Close
Close

Nessun prodotto nel carrello.

Valdichiana Arcobaleno – Intervista a Luca Gremita

Valdichiana Arcobaleno – Intervista a Luca Gremita

È una giornata di sole quando incontro Luca Gremita, verrebbe da dire una bella giornata in cui discutere di accettazione. Eppure mentre cerchiamo un posto dove parlare continuiamo a guardarci intorno, tra ombre e rumori. Scivoliamo tra le macchine, lasciamo indietro le persone e ci inoltriamo in un parco vuoto. Le prime panchine che incontriamo sono troppo vicine al mondo che non vogliamo ci ascolti, quindi procediamo ancora tra gli alberi: speriamo ci tengano al sicuro. Quando raggiungiamo il punto più lontano dalla strada controlliamo che non ci sia nessuno e ci sediamo.

Iniziamo a parlare, ma l’attenzione è divisa tra ciò che diciamo e l’istinto di controllare i dintorni: gli accessi al giardino, i palazzi che spuntano oltre gli alberi, i suoni della strada.

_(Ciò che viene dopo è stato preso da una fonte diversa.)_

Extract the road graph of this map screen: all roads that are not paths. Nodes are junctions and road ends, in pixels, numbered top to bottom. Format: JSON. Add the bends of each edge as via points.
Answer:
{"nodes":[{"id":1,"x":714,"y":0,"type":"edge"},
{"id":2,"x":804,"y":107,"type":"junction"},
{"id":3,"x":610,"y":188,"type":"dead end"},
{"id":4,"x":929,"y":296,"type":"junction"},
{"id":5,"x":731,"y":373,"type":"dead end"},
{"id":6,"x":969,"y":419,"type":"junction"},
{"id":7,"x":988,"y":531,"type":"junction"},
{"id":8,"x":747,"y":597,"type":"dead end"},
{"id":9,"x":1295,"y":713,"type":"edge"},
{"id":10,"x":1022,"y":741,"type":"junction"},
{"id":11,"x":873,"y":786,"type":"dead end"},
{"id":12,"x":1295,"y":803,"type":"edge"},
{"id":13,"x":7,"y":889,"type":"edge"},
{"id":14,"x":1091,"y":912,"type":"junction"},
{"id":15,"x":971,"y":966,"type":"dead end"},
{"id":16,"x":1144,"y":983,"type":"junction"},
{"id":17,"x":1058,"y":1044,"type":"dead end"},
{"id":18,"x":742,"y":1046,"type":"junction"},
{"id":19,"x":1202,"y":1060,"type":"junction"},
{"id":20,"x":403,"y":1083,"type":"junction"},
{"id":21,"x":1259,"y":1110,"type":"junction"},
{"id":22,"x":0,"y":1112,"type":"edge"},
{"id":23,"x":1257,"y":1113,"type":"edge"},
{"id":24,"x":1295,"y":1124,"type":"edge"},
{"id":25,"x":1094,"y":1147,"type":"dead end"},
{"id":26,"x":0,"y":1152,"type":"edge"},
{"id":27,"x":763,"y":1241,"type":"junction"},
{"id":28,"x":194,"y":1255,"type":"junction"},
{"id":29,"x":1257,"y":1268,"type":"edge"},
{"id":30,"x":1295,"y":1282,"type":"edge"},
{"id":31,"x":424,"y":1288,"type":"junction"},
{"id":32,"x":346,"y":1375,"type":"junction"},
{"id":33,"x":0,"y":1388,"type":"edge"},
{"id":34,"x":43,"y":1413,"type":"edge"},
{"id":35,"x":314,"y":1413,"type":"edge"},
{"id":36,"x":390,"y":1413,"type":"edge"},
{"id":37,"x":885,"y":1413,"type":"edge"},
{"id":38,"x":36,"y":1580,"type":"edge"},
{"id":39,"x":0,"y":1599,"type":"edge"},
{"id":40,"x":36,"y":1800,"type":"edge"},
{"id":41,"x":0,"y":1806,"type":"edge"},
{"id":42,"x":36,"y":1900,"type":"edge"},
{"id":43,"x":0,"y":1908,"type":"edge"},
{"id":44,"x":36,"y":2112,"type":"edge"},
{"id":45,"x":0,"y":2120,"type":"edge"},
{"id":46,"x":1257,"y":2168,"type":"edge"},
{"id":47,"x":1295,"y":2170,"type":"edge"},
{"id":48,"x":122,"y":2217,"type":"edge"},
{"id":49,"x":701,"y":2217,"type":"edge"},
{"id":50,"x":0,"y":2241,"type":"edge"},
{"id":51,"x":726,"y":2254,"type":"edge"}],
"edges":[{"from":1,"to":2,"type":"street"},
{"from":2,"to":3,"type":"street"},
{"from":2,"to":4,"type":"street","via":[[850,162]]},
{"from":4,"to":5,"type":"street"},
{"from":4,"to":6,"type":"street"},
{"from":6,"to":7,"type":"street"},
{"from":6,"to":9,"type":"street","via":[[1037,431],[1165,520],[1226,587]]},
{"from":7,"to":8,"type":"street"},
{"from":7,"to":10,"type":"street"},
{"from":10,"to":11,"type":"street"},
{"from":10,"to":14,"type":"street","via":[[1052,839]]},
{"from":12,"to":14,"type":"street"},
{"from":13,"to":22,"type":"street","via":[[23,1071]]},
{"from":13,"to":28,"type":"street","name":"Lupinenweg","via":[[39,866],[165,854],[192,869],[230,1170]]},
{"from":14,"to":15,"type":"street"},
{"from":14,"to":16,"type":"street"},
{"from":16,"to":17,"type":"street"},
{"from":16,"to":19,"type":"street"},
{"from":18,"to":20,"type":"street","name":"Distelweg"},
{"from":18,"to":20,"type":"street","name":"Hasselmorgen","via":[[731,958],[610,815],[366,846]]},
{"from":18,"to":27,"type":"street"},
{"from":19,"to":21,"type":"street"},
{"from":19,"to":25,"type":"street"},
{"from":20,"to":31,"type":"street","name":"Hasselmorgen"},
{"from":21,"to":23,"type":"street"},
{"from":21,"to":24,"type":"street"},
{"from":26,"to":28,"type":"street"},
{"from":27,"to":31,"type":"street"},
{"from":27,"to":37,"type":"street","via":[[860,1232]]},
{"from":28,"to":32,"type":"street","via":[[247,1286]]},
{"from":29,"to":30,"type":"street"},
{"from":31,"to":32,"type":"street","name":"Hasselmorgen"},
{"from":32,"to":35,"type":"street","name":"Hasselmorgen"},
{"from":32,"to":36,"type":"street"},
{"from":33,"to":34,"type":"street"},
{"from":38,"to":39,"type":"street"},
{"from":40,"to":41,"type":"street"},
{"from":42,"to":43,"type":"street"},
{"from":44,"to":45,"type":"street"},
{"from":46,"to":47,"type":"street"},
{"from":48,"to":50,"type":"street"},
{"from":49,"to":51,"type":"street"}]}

Ogni volta che nel parco entra una persona ci fermiamo a controllare. Quando si allontana o vediamo che non ci sente riprendiamo il respiro e il filo del discorso.
Le parole fluiscono, anche se c’è sempre una tensione verso ciò che ci sta intorno.

Luca Gremita è la prima persona che intervistiamo per Valdichiana Arcobaleno, progetto che abbiamo introdotto qualche settimana fa. Luca fa il commesso, ha una grande passione per il trucco, gli piace cantare e ha un discreto seguito sui social. Ovviamente non è tutto qui. «Sono molto timido» mi racconta, «ma molto amichevole. Sembro distaccato e freddo, ma sono l’opposto, mi affeziono in tempo zero. Sono molto diretto, forse troppo e l’ho capito a mie spese. Sono come un labrador» ride. «Sono dolce, affidabile. Piuttosto che farti un torto mi ammazzo. Però nel momento in cui vengo ferito reagisco molto male. Magari sbaglio, ma non penso di meritarmelo. Nessuno se lo meriterebbe, anche se a volte capita involontariamente.»

Valdichiana Arcobaleno è un progetto per incontrare e raccontare persone lgbtqia+ della Valdichiana. Quindi la prima domanda non può che essere come si definisce Luca Gremita, se si definisce.

“Io mi definisco gay. Non ho mai escluso altro per il futuro, anche perché per come la vedo io è un gusto, quindi se oggi mi piace il giallo, tra un mese magari mi piace sempre ma mi piace meno, preferisco qualcos’altro. Però a oggi mi definisco gay e sono tranquillo così.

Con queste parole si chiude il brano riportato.